Somehow I Screwed UP Annealing My Copper Wire

For years I was Aluminum only, then I joined a club and started taking trees to meetings and shows. Guess what? Trees got all bent out of shape, every jostle, bump and getting brushed against and the aluminum will keep on bending. I was brow beaten about copper, and finally after 3 years with Peter Tea, started feeling comfortable with copper. It is much, much easier to move around a tree wired with copper. It will stay put unless force is used. On trees where you need to leave wire on for multiple years, there is no substitute for copper. Pine, some junipers and other slow to accept a shape trees, copper is great. I still use aluminum for most of my deciduous, and especially for azalea, but any tree with thin, easily damaged bark you should use aluminum. Copper holds its shape better and has more bending power. Aluminum is overall easier to use, more forgiving for the newbie, and weaker bending power. Each has its place. Learn to use both if you have several types of trees.

Annealing copper. I usually have lots of scrap copper from other peoples electrical jobs. You want the dull cherry glow, if it glows bright red or brighter orange or yellow, you are into the range where it will get brittle - over cooked. With overcooked wire, you can try to heat it up again, hold it at a just barely glowing dull red. After a while maybe half an hour at this temp, take it off the fire and let it cool slowly without quenching. Sometime you can recover the elasticity you want by doing this. But keep it at dull red. Don't go hotter.

At the person commenting about annealing iron or steel. Copper responds differently. Different reaction, different crystal structure - what you know about steel won't help you with copper.

Quenching copper is not necessary.

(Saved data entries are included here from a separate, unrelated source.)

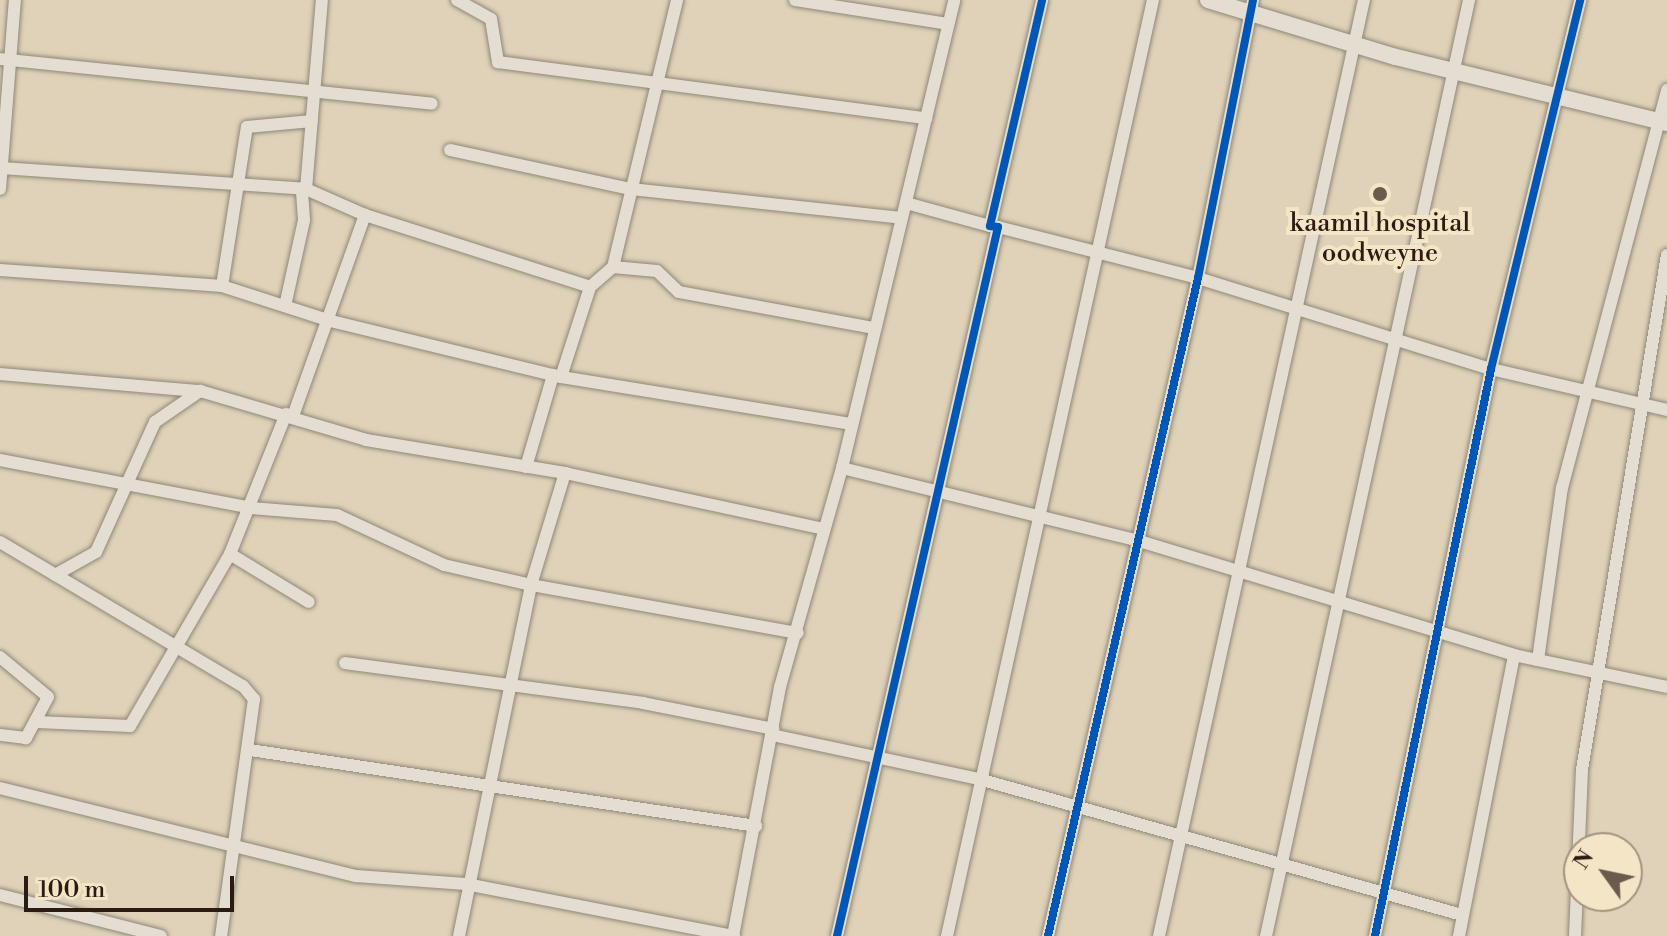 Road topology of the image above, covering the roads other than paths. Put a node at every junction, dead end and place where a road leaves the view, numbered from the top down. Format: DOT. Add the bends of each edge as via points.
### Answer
graph roads {
  1 [pos="15,0"];
  2 [pos="322,0"];
  3 [pos="457,0"];
  4 [pos="677,0"];
  5 [pos="795,0"];
  6 [pos="954,0"];
  7 [pos="1042,0"];
  8 [pos="1153,0"];
  9 [pos="1208,0"];
  10 [pos="1364,0"];
  11 [pos="1469,0"];
  12 [pos="1580,0"];
  13 [pos="1252,6"];
  14 [pos="948,24"];
  15 [pos="1353,45"];
  16 [pos="5,60"];
  17 [pos="1454,67"];
  18 [pos="661,86"];
  19 [pos="1667,90"];
  20 [pos="316,92"];
  21 [pos="1558,98"];
  22 [pos="432,104"];
  23 [pos="926,118"];
  24 [pos="312,121"];
  25 [pos="1664,122"];
  26 [pos="450,150"];
  27 [pos="2,168"];
  28 [pos="240,184"];
  29 [pos="0,189"];
  30 [pos="631,189"];
  31 [pos="304,190"];
  32 [pos="906,203"];
  33 [pos="365,215"];
  34 [pos="901,218"];
  35 [pos="994,226"];
  36 [pos="1093,254"];
  37 [pos="1667,255"];
  38 [pos="613,267"];
  39 [pos="0,270"];
  40 [pos="1198,278"];
  41 [pos="222,286"];
  42 [pos="590,287"];
  43 [pos="285,306"];
  44 [pos="1296,309"];
  45 [pos="327,320"];
  46 [pos="874,328"];
  47 [pos="1395,339"];
  48 [pos="1491,369"];
  49 [pos="0,374"];
  50 [pos="557,376"];
  51 [pos="200,391"];
  52 [pos="1585,392"];
  53 [pos="1638,404"];
  54 [pos="1667,410"];
  55 [pos="289,415"];
  56 [pos="852,424"];
  57 [pos="0,460"];
  58 [pos="526,467"];
  59 [pos="842,468"];
  60 [pos="565,473"];
  61 [pos="124,482"];
  62 [pos="936,493"];
  63 [pos="251,508"];
  64 [pos="1041,518"];
  65 [pos="824,529"];
  66 [pos="1136,540"];
  67 [pos="0,542"];
  68 [pos="230,554"];
  69 [pos="1240,570"];
  70 [pos="55,575"];
  71 [pos="531,585"];
  72 [pos="309,602"];
  73 [pos="1341,603"];
  74 [pos="1440,631"];
  75 [pos="798,633"];
  76 [pos="179,648"];
  77 [pos="1514,655"];
  78 [pos="0,657"];
  79 [pos="1538,660"];
  80 [pos="345,663"];
  81 [pos="1597,676"];
  82 [pos="506,686"];
  83 [pos="1667,687"];
  84 [pos="37,722"];
  85 [pos="772,732"];
  86 [pos="0,735"];
  87 [pos="250,750"];
  88 [pos="875,753"];
  89 [pos="979,779"];
  90 [pos="0,788"];
  91 [pos="488,789"];
  92 [pos="1076,806"];
  93 [pos="756,826"];
  94 [pos="1182,833"];
  95 [pos="232,846"];
  96 [pos="1284,867"];
  97 [pos="466,884"];
  98 [pos="0,895"];
  99 [pos="1385,895"];
  100 [pos="1462,915"];
  101 [pos="161,936"];
  102 [pos="221,936"];
  103 [pos="459,936"];
  104 [pos="733,936"];
  105 [pos="837,936"];
  106 [pos="947,936"];
  107 [pos="1048,936"];
  108 [pos="1159,936"];
  109 [pos="1266,936"];
  110 [pos="1375,936"];
  111 [pos="1459,936"];
  112 [pos="1575,936"];
  1 -- 16 [label="street"];
  2 -- 20 [label="street"];
  3 -- 18 [label="street" via="491,19 498,62"];
  4 -- 18 [label="street"];
  5 -- 14 [label="street"];
  6 -- 14 [label="street"];
  7 -- 35 [label="street"];
  8 -- 36 [label="street"];
  9 -- 13 [label="street"];
  10 -- 15 [label="street"];
  11 -- 17 [label="street"];
  12 -- 21 [label="street"];
  13 -- 15 [label="street"];
  13 -- 40 [label="street"];
  14 -- 23 [label="street"];
  15 -- 17 [label="street"];
  15 -- 44 [label="street"];
  16 -- 20 [label="street"];
  16 -- 27 [label="street"];
  17 -- 21 [label="street"];
  17 -- 47 [label="street"];
  18 -- 23 [label="street"];
  18 -- 30 [label="street"];
  19 -- 25 [label="street"];
  20 -- 22 [label="street"];
  20 -- 24 [label="street"];
  21 -- 25 [label="street"];
  21 -- 48 [label="street"];
  23 -- 32 [label="street"];
  24 -- 28 [label="street" via="247,127"];
  24 -- 31 [label="street"];
  25 -- 52 [label="street"];
  26 -- 30 [label="street"];
  27 -- 28 [label="street"];
  27 -- 29 [label="street"];
  28 -- 31 [label="street"];
  28 -- 41 [label="street"];
  30 -- 34 [label="street"];
  30 -- 38 [label="street"];
  31 -- 33 [label="street"];
  31 -- 43 [label="street" via="304,220"];
  32 -- 34 [label="street"];
  32 -- 35 [label="street"];
  33 -- 42 [label="street"];
  33 -- 45 [label="street"];
  34 -- 46 [label="street"];
  35 -- 36 [label="street"];
  35 -- 62 [label="street"];
  36 -- 40 [label="street"];
  36 -- 64 [label="street"];
  37 -- 53 [label="street"];
  38 -- 42 [label="street"];
  38 -- 46 [label="street" via="657,271 679,292"];
  39 -- 41 [label="street"];
  40 -- 44 [label="street"];
  40 -- 66 [label="street"];
  41 -- 43 [label="street"];
  42 -- 50 [label="street"];
  43 -- 45 [label="street"];
  44 -- 47 [label="street"];
  44 -- 69 [label="street"];
  45 -- 50 [label="street"];
  45 -- 55 [label="street"];
  46 -- 56 [label="street"];
  47 -- 48 [label="street"];
  47 -- 73 [label="street"];
  48 -- 52 [label="street"];
  48 -- 74 [label="street"];
  49 -- 51 [label="street"];
  50 -- 56 [label="street"];
  50 -- 58 [label="street"];
  51 -- 55 [label="street"];
  51 -- 61 [label="street" via="155,422"];
  52 -- 53 [label="street"];
  52 -- 79 [label="street" via="1562,488"];
  53 -- 54 [label="street"];
  53 -- 81 [label="street"];
  55 -- 58 [label="street" via="366,440"];
  55 -- 63 [label="street"];
  56 -- 59 [label="street"];
  57 -- 61 [label="street"];
  58 -- 60 [label="street"];
  59 -- 62 [label="street"];
  59 -- 65 [label="street"];
  60 -- 65 [label="street"];
  60 -- 71 [label="street"];
  61 -- 63 [label="street"];
  61 -- 70 [label="street" via="96,552"];
  62 -- 64 [label="street"];
  62 -- 88 [label="street"];
  63 -- 68 [label="street"];
  63 -- 71 [label="street" via="345,517 444,565"];
  64 -- 66 [label="street"];
  64 -- 89 [label="street"];
  65 -- 75 [label="street"];
  66 -- 69 [label="street"];
  66 -- 92 [label="street"];
  67 -- 70 [label="street"];
  68 -- 72 [label="street"];
  68 -- 76 [label="street"];
  69 -- 73 [label="street"];
  69 -- 94 [label="street"];
  70 -- 76 [label="street"];
  71 -- 75 [label="street"];
  71 -- 82 [label="street"];
  73 -- 74 [label="street"];
  73 -- 96 [label="street"];
  74 -- 77 [label="street"];
  74 -- 99 [label="street" via="1403,773"];
  75 -- 85 [label="street"];
  76 -- 84 [label="street" via="130,726"];
  76 -- 87 [label="street" via="254,699"];
  77 -- 79 [label="street"];
  77 -- 100 [label="street"];
  78 -- 84 [label="street" via="43,687 48,697"];
  79 -- 81 [label="street"];
  80 -- 82 [label="street"];
  81 -- 83 [label="street"];
  81 -- 112 [label="street" via="1582,770"];
  82 -- 85 [label="street"];
  82 -- 91 [label="street"];
  84 -- 86 [label="street" via="17,742"];
  85 -- 88 [label="street"];
  85 -- 93 [label="street"];
  87 -- 91 [label="street"];
  87 -- 95 [label="street"];
  88 -- 89 [label="street"];
  88 -- 105 [label="street"];
  89 -- 92 [label="street"];
  89 -- 106 [label="street"];
  90 -- 95 [label="street"];
  91 -- 93 [label="street"];
  91 -- 97 [label="street"];
  92 -- 94 [label="street"];
  92 -- 107 [label="street"];
  93 -- 104 [label="street"];
  94 -- 96 [label="street"];
  94 -- 108 [label="street"];
  95 -- 97 [label="street" via="356,876"];
  95 -- 102 [label="street"];
  96 -- 99 [label="street"];
  96 -- 109 [label="street"];
  97 -- 103 [label="street"];
  97 -- 104 [label="street"];
  98 -- 101 [label="street"];
  99 -- 100 [label="street"];
  99 -- 110 [label="street"];
  100 -- 111 [label="street"];
} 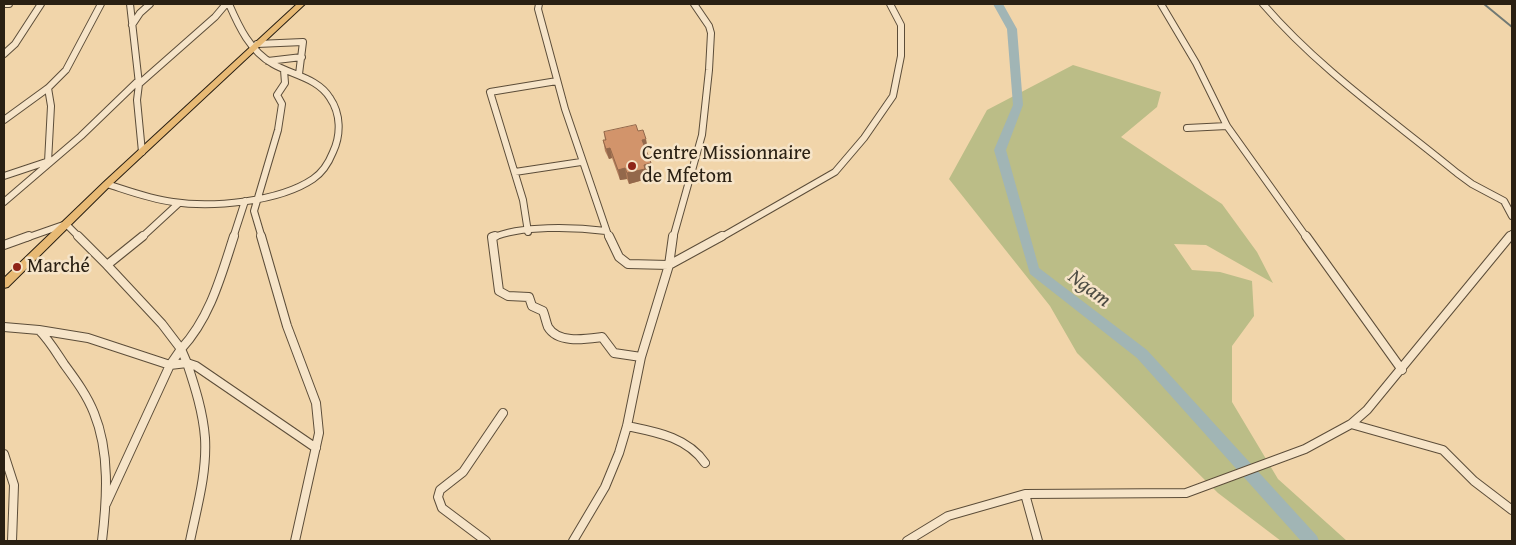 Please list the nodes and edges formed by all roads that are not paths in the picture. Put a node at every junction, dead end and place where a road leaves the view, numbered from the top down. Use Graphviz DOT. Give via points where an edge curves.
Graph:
graph roads {
  1 [pos="4,4"];
  2 [pos="9,4"];
  3 [pos="41,4"];
  4 [pos="101,4"];
  5 [pos="130,4"];
  6 [pos="150,4"];
  7 [pos="227,4"];
  8 [pos="301,4"];
  9 [pos="539,4"];
  10 [pos="694,4"];
  11 [pos="890,4"];
  12 [pos="1161,4"];
  13 [pos="1263,4"];
  14 [pos="132,25"];
  15 [pos="254,47"];
  16 [pos="4,54"];
  17 [pos="302,57"];
  18 [pos="268,61"];
  19 [pos="296,73"];
  20 [pos="284,74"];
  21 [pos="557,81"];
  22 [pos="138,83"];
  23 [pos="48,88"];
  24 [pos="4,120"];
  25 [pos="1227,126"];
  26 [pos="1187,128"];
  27 [pos="142,152"];
  28 [pos="50,161"];
  29 [pos="581,162"];
  30 [pos="33,166"];
  31 [pos="515,172"];
  32 [pos="38,173"];
  33 [pos="4,176"];
  34 [pos="106,184"];
  35 [pos="258,199"];
  36 [pos="245,200"];
  37 [pos="4,202"];
  38 [pos="180,203"];
  39 [pos="1512,216"];
  40 [pos="66,224"];
  41 [pos="606,231"];
  42 [pos="528,232"];
  43 [pos="1512,234"];
  44 [pos="4,245"];
  45 [pos="107,265"];
  46 [pos="669,265"];
  47 [pos="4,284"];
  48 [pos="4,327"];
  49 [pos="40,330"];
  50 [pos="181,349"];
  51 [pos="641,356"];
  52 [pos="187,363"];
  53 [pos="170,364"];
  54 [pos="1402,370"];
  55 [pos="503,413"];
  56 [pos="1351,424"];
  57 [pos="627,426"];
  58 [pos="316,448"];
  59 [pos="4,454"];
  60 [pos="705,463"];
  61 [pos="1025,494"];
  62 [pos="106,504"];
  63 [pos="1512,510"];
  64 [pos="12,541"];
  65 [pos="102,541"];
  66 [pos="190,541"];
  67 [pos="295,541"];
  68 [pos="486,541"];
  69 [pos="572,541"];
  70 [pos="906,541"];
  71 [pos="1038,541"];
  1 -- 2 [label="street"];
  3 -- 16 [label="street" via="15,44"];
  4 -- 23 [label="street" via="66,70"];
  5 -- 14 [label="street"];
  6 -- 14 [label="street"];
  7 -- 15 [label="street"];
  7 -- 22 [label="street"];
  8 -- 15 [label="main road"];
  9 -- 21 [label="street"];
  10 -- 46 [label="street" via="711,33 709,70 702,135 671,243"];
  11 -- 46 [label="street" via="901,25 901,56 893,96 864,138 835,172"];
  12 -- 25 [label="street" via="1196,63"];
  13 -- 39 [label="street" via="1324,68 1464,178 1504,201"];
  14 -- 22 [label="street"];
  15 -- 17 [label="street" via="302,41"];
  15 -- 18 [label="street"];
  15 -- 27 [label="main road"];
  17 -- 18 [label="street"];
  17 -- 19 [label="street"];
  18 -- 20 [label="street"];
  19 -- 20 [label="street"];
  19 -- 35 [label="street" via="329,95 336,109 340,134 326,165 314,178 290,190"];
  20 -- 35 [label="street" via="285,83 276,96 282,104 278,130"];
  21 -- 29 [label="street"];
  21 -- 31 [label="street" via="490,92"];
  22 -- 27 [label="street"];
  22 -- 28 [label="street"];
  23 -- 24 [label="street"];
  23 -- 28 [label="street" via="52,114"];
  25 -- 26 [label="street"];
  25 -- 54 [label="street"];
  27 -- 34 [label="main road"];
  28 -- 30 [label="street"];
  28 -- 32 [label="street"];
  29 -- 31 [label="street"];
  29 -- 41 [label="street"];
  30 -- 32 [label="street"];
  30 -- 33 [label="street"];
  31 -- 42 [label="street"];
  32 -- 37 [label="street"];
  34 -- 38 [label="street"];
  34 -- 40 [label="main road"];
  35 -- 36 [label="street"];
  35 -- 58 [label="street" via="254,211 264,248 287,326 316,403"];
  36 -- 38 [label="street"];
  36 -- 50 [label="street" via="212,297 194,337"];
  38 -- 45 [label="street"];
  40 -- 44 [label="street"];
  40 -- 45 [label="street"];
  40 -- 47 [label="main road"];
  41 -- 42 [label="street" via="586,228"];
  41 -- 46 [label="street" via="619,257 628,264"];
  42 -- 51 [label="street" via="492,238 499,291 508,296 529,297 532,306 543,311 548,327 559,335 581,339 602,337 614,353"];
  43 -- 54 [label="street"];
  45 -- 50 [label="street"];
  46 -- 51 [label="street"];
  48 -- 49 [label="street"];
  49 -- 53 [label="street" via="88,338"];
  49 -- 62 [label="street" via="87,398 102,434"];
  50 -- 52 [label="street"];
  50 -- 53 [label="street"];
  51 -- 57 [label="street"];
  52 -- 53 [label="street"];
  52 -- 58 [label="street"];
  52 -- 66 [label="street" via="199,402 205,439"];
  53 -- 62 [label="street"];
  54 -- 56 [label="street"];
  55 -- 68 [label="street" via="463,472 440,490 438,497 442,508"];
  56 -- 61 [label="street" via="1305,449 1186,493"];
  56 -- 63 [label="street" via="1443,450 1474,481"];
  57 -- 60 [label="street" via="661,434 690,446"];
  57 -- 69 [label="street" via="606,487"];
  58 -- 67 [label="street"];
  59 -- 64 [label="street" via="14,485"];
  61 -- 70 [label="street" via="948,516"];
  61 -- 71 [label="street"];
  62 -- 65 [label="street"];
} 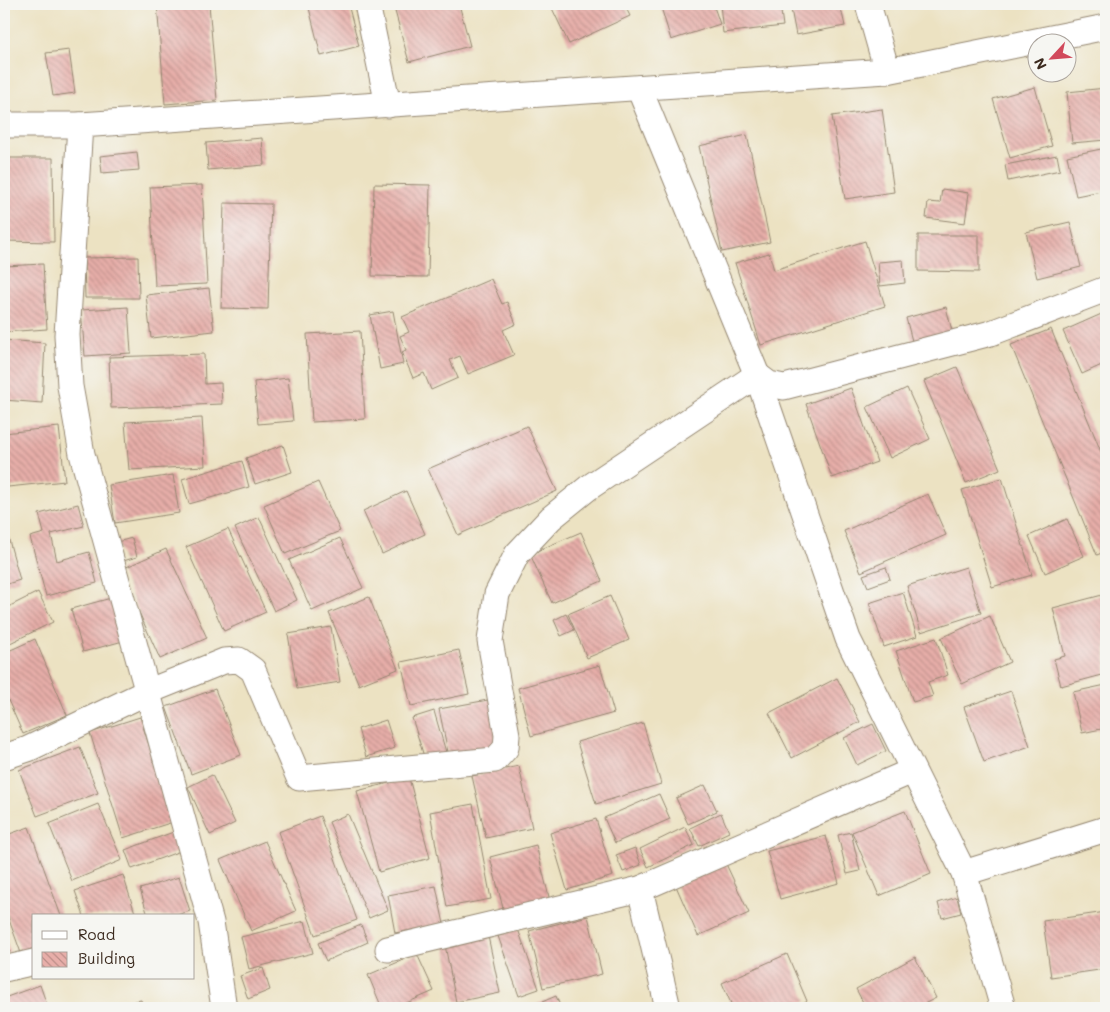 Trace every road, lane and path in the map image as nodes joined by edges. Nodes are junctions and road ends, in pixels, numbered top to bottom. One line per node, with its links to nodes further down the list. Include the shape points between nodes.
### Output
1 (367, 4): 6 (street)
2 (868, 4): 4 (street)
3 (1106, 27): 4 (street)
4 (887, 71): 5 (street)
5 (639, 88): 6 (street); 10 (street)
6 (388, 104): 8 (street)
7 (4, 125): 8 (street)
8 (80, 125): 11 (street, via 67,335 70,386 82,454)
9 (1106, 289): 10 (street, via 991,333 784,387 769,384)
10 (757, 376): 11 (street, via 588,488 551,518 517,554 497,594 490,641 507,735 506,748 495,760 299,778 252,670 239,660 224,661); 13 (street, via 848,640)
11 (147, 692): 12 (street, via 28,749); 17 (street)
12 (4, 757)
13 (912, 771): 15 (street); 16 (street)
14 (1106, 829): 15 (street)
15 (964, 873): 23 (street)
16 (640, 889): 18 (street); 22 (street)
17 (202, 924): 21 (street)
18 (388, 949)
19 (32, 962): 20 (street)
20 (4, 969)
21 (224, 1008)
22 (668, 1008)
23 (1004, 1008) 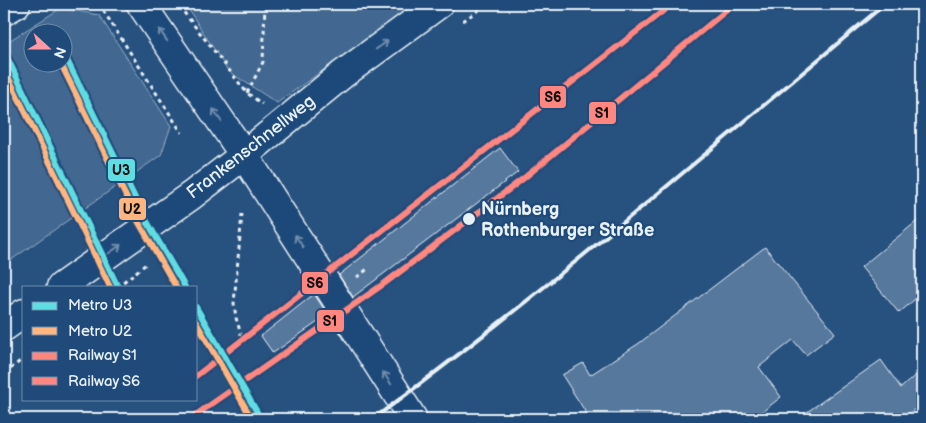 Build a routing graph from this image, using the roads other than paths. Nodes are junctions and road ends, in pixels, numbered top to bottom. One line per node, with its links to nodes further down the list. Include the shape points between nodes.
1 (16, 4): 4 (main road)
2 (141, 4): 5 (main road, one-way to 2)
3 (438, 4): 5 (main road, Frankenschnellweg, one-way to 3, via 343,74)
4 (4, 11)
5 (244, 156): 6 (main road, Frankenschnellweg, one-way to 5); 9 (main road, one-way to 5)
6 (62, 286)
7 (22, 314): 8 (main road)
8 (4, 327)
9 (413, 419)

Quench too fast and you can cause it to get brittle, though generally even tossing it in snow won't cool most copper fast enough to make it brittle. Best if it is air cooled enough to loose the glow before quenching it in snow or water. Sometime the time it takes to lift it off the fire and turn around to drop it in the snow, is enough to cool it below the dull red glow, and then quenching won't change the softness of the annealed copper.
 
I gotta get my hands on some good annealed copper, I guess...
See what all the hubbub is about.
I would say though, as an aluminum advocate, just use a larger gauge wire, it won't look that bad.
 
My 0.02...there's nothing wrong with using aluminum for everything, particularly if you're new. It's easier to apply and, therefore, easier to learn with, and it's cheaper and can be re-used sometimes. Still, copper is the better choice for conifers in general. I've wired out my larger rmjs multiple times with aluminum and have had to place the smaller branches back into position many times in between wiring. With copper, it's been wired out once 18 mo ago and nary a branch has moved since unless I wanted it to move.
As far as annealing your own wire, I'd want to know what good annealed wire is first so you can compare yours to it...better to buy it from the pros first, work with it for a while, then anneal your own and see how you did.
 
Uh...

Isn't bonsai all about how the tree looks?
Uh...

Yeah... Bonsai is about how the TREE looks not how pretty the wire is.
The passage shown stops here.